Lack of specialists main reason for GPHC referrals

-Linden Hospital CEO

Management of the Linden Hospital Complex (LHC) says that referrals of patients to the Georgetown Public Hospital Corporation (GPHC) is not high when compared with other hospitals and that they are necessary judgement calls by the medical staff.

The $1.8 billion facility, which was commissioned a year ago, has been coming in for heavy criticism for its inability to handle various levels of medical care. However, LHC Chief Executive Officer Gordon Gumbs says that the facility was not built to compete with the GPHC. “There was never the intention to duplicate the GPHC around the country. That is the highest hospital in the country and others like the LHC, which are level 4, have to do referrals because of how the system is set up,” Gumbs explained.

In an exclusive interview, Gumbs and LHC Administrator Trevor Vangendren highlighted that human resource is one of the main contributors to the referrals of patients from Linden to Georgetown. According to Gumbs, the LHC is a Level 4 facility and specialist doctors are limited.
He explained that in most cases when patients are referred it is usually a judgement call on the part of the doctor on duty.

“The decision to refer a patient is usually a judgement call by the clinical personnel on duty who take into consideration the available physical resources and medical capacity,” Gumbs said. He added that unlike the GPHC, which is a level 5 facility, the LHC has one specialist doctor for some areas and none in others.

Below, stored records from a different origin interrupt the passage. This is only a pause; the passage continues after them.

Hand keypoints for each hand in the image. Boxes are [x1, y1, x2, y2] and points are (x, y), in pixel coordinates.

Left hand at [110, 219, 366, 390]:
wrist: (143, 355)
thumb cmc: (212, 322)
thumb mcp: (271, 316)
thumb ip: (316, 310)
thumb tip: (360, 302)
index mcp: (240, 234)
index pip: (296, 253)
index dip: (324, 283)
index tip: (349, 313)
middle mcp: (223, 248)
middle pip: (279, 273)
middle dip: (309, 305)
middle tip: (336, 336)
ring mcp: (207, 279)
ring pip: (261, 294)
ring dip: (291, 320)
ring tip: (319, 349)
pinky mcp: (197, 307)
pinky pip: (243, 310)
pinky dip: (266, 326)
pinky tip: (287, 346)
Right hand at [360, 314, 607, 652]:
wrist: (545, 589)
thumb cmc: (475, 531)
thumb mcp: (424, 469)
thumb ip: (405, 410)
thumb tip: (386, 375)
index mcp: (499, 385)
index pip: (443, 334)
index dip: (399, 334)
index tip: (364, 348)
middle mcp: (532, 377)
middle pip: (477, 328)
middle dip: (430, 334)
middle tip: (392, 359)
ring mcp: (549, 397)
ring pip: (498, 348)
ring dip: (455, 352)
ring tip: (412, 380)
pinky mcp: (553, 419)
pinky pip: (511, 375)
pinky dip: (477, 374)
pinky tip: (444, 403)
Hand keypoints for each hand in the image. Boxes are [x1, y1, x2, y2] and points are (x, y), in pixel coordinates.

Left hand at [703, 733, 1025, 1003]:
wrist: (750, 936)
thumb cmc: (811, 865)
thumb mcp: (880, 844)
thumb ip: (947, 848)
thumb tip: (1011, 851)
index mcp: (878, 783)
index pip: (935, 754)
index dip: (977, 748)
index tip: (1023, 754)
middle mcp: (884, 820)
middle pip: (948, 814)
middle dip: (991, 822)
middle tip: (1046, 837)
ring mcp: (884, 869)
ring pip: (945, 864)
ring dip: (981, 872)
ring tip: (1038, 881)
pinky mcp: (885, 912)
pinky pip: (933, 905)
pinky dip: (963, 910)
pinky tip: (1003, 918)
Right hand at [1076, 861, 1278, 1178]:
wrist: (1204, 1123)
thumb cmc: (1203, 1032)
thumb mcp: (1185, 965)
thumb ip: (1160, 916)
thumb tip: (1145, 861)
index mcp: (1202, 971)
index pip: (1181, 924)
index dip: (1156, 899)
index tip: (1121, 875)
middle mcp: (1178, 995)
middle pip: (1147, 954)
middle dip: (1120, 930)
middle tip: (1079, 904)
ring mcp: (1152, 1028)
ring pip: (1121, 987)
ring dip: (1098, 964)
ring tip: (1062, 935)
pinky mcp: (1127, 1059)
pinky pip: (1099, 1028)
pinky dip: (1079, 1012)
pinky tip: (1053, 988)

On a fortnightly basis, an orthopaedic specialist would visit the LHC to hold clinics and perform surgeries. In his absence, orthopaedic cases have to be transferred to the GPHC. There is no neonatal specialist, one gynaecologist, no cardiac specialist and the others are basic medical practitioners. “When it comes to high risk cases, one specialist might not be sufficient to effectively deal with the case so they are transferred to Georgetown, where there is a team of specialists,” Gumbs noted.

Vangendren added that because the Chinese doctors attached to the LHC have the privilege of being off during the Guyanese and the numerous Chinese holidays—in addition to enjoying vacation and some weekends off duty—delivery of care is further complicated.

Speaking to the question of what seems to be a spiralling incidence of maternal deaths, Gumbs said that for 2009 the LHC had two maternal deaths and for 2010 there were two who died after being transferred to the GPHC.

He explained that while the two operating theatres are functional, in most cases high risk patients are transferred mainly because for post-operation care. He said that while the LHC has a well-equipped intensive care unit, human resources to manage it are a major challenge. He said that the modalities are being worked out to have at least 16 nurses trained to function in the department. “There are a lot of things that we have to straighten out for this because these nurses would have to be stationed in Georgetown for no less than three months,” he said.

Gumbs hastened to note that the most recent maternal death—Inga Nieuenkirk, who transferred to the GPHC—was unavoidable since the baby had died prior to the mother’s arrival at the LHC. He added that the mother had several complications in the past and was advised against becoming pregnant before a stipulated time.

He said that his staff did their best to get the woman to the GPHC at the earliest possible time and she was handled with every sense of urgency upon her arrival there.

Referring to the shortage of oxygen, which resulted in the death of an infant en-route to GPHC, Vangendren said that he was not aware of the case but noted that the ambulance is equipped with a 100% gas cylinder which when filled, is sufficient for any patient travelling from Linden to Georgetown. “It is stationary in the ambulance but they (nurses) complain that it is too big for the ambulance,” he said.